Deputados discutem acidente da Petrobrás na terça

A Comissão Externa que acompanha as investigações sobre as explosões na plataforma P-36 da Petrobrás, na Bacia de Campos, no Rio de Janeiro, deverá reunir-se nesta terça-feira para avaliar os dados sobre o acidente, a responsabilidade da empresa e a realização de audiências públicas.

A Petrobrás informou que a plataforma, considerada a maior do mundo, está estabilizada, mas que, com 30 graus de inclinação, ainda corre o risco de afundar.

As explosões em um dos pilares de sustentação da plataforma matou um petroleiro, deixou outro gravemente ferido, com queimaduras em 98% do corpo, e nove desaparecidos.

O deputado Vivaldo Barbosa (PT-RJ), que acompanha os trabalhos, a Comissão Externa não descarta a possibilidade de uma nova convocação do presidente da Petrobrás, Henri Philippe Reichstul, para prestar esclarecimentos sobre o acidente, o contrato para a compra da plataforma P-36, sobre as condições de segurança e sobre a política de terceirização e treinamento dos funcionários da empresa.

Segundo o deputado Vivaldo Barbosa, ainda há possibilidades de salvamento da plataforma. “Se ela se salvar, não haverá nenhum dano ao meio ambiente, mas se ela afundar, certamente haverá derramamento de óleo. Mas não há esperança de encontrar os desaparecidos vivos”.
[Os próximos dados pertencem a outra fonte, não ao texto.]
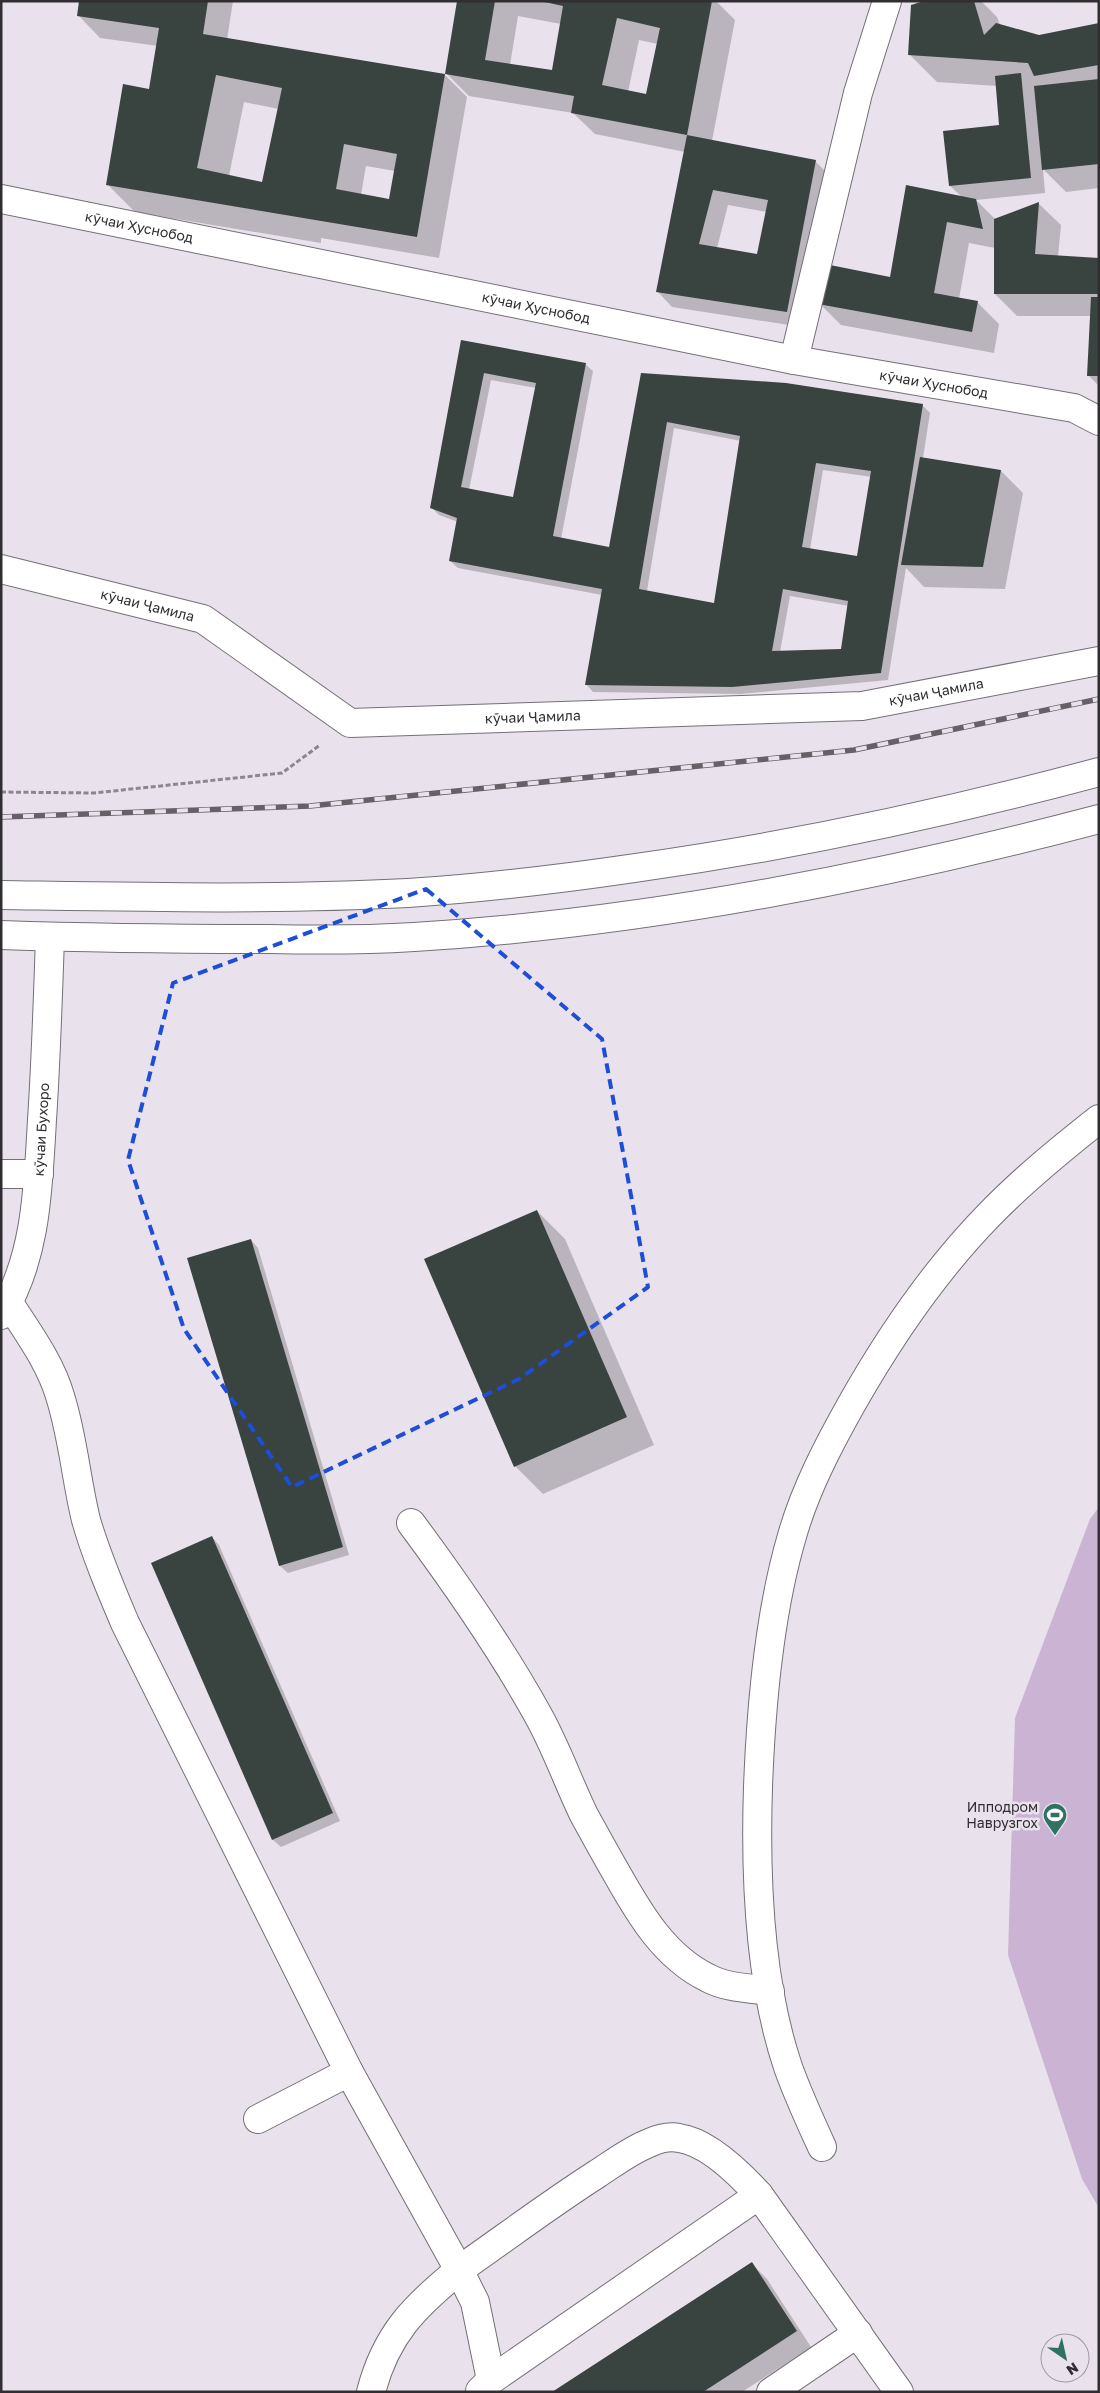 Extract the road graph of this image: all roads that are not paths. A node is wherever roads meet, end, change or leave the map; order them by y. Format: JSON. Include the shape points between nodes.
{"nodes":[{"id":1,"x":887,"y":1,"type":"edge"},
{"id":2,"x":1,"y":199,"type":"edge"},
{"id":3,"x":794,"y":360,"type":"junction"},
{"id":4,"x":1099,"y":421,"type":"edge"},
{"id":5,"x":1,"y":569,"type":"edge"},
{"id":6,"x":1099,"y":661,"type":"edge"},
{"id":7,"x":1099,"y":772,"type":"edge"},
{"id":8,"x":1099,"y":819,"type":"edge"},
{"id":9,"x":1,"y":894,"type":"edge"},
{"id":10,"x":1,"y":935,"type":"edge"},
{"id":11,"x":50,"y":936,"type":"junction"},
{"id":12,"x":1099,"y":1119,"type":"edge"},
{"id":13,"x":1,"y":1174,"type":"edge"},
{"id":14,"x":39,"y":1174,"type":"junction"},
{"id":15,"x":5,"y":1309,"type":"edge"},
{"id":16,"x":411,"y":1523,"type":"dead end"},
{"id":17,"x":770,"y":1991,"type":"junction"},
{"id":18,"x":349,"y":2072,"type":"junction"},
{"id":19,"x":258,"y":2119,"type":"dead end"},
{"id":20,"x":822,"y":2147,"type":"dead end"},
{"id":21,"x":758,"y":2195,"type":"junction"},
{"id":22,"x":460,"y":2270,"type":"junction"},
{"id":23,"x":858,"y":2333,"type":"junction"},
{"id":24,"x":485,"y":2386,"type":"edge"},
{"id":25,"x":371,"y":2392,"type":"edge"},
{"id":26,"x":771,"y":2392,"type":"edge"},
{"id":27,"x":899,"y":2392,"type":"edge"}],
"edges":[{"from":1,"to":3,"type":"street","via":[[858,93]]},
{"from":2,"to":3,"type":"street","name":"кӯчаи Ҳуснобод"},
{"from":3,"to":4,"type":"street","name":"кӯчаи Ҳуснобод","via":[[1074,408]]},
{"from":5,"to":6,"type":"street","name":"кӯчаи Ҷамила","via":[[203,619],[350,723],[862,706]]},
{"from":7,"to":9,"type":"street","via":[[970,806],[800,842],[529,882],[408,893],[278,897]]},
{"from":8,"to":11,"type":"street","via":[[940,859],[825,883],[716,902],[539,926],[370,939]]},
{"from":10,"to":11,"type":"street"},
{"from":11,"to":14,"type":"street","name":"кӯчаи Бухоро"},
{"from":12,"to":17,"type":"street","via":[[1024,1181],[988,1216],[920,1297],[891,1338],[834,1435],[795,1526],[771,1640],[758,1770],[759,1891]]},
{"from":13,"to":14,"type":"street"},
{"from":14,"to":15,"type":"street","name":"кӯчаи Бухоро","via":[[33,1228],[24,1263]]},
{"from":15,"to":18,"type":"street","via":[[44,1357],[60,1395],[87,1520],[125,1624]]},
{"from":16,"to":17,"type":"street","via":[[474,1610],[516,1676],[540,1718],[584,1814],[648,1926],[690,1968],[710,1979],[730,1986]]},
{"from":17,"to":20,"type":"street","via":[[788,2066]]},
{"from":18,"to":19,"type":"street"},
{"from":18,"to":22,"type":"street"},
{"from":21,"to":22,"type":"street","via":[[732,2168],[711,2153],[679,2138],[664,2138],[629,2153]]},
{"from":21,"to":23,"type":"street"},
{"from":21,"to":24,"type":"street"},
{"from":22,"to":24,"type":"street","via":[[475,2302]]},
{"from":22,"to":25,"type":"street","via":[[409,2314],[383,2356]]},
{"from":23,"to":26,"type":"street"},
{"from":23,"to":27,"type":"street"}]}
O deputado Luciano Pizzatto (PFL-PR), que também faz parte da Comissão Externa, ressalta que a profissão de petroleiro é de altíssimo risco, sujeita a acidentes com gases tóxicos e óleo combustível. “Isso faz parte da profissão.

O que terá que ser investigado é se houve alguma forma de negligência, se houve algum equívoco ou irregularidade no processo.

Infelizmente o ramo de petróleo é realmente um ramo perigoso e é por isso que é tão importante nós apoiarmos e fortalecermos os trabalhadores da Petrobrás, na sua qualificação e na melhoria da capacidade profissional e psicológica”.

No ano passado, o deputado Luciano Pizzatto também acompanhou os resultados da investigação sobre o vazamento de 4 milhões de litros de óleo bruto em Araucária, no Paraná, e reconheceu o esforço da Petrobrás em evitar novos acidentes em plataformas e refinarias.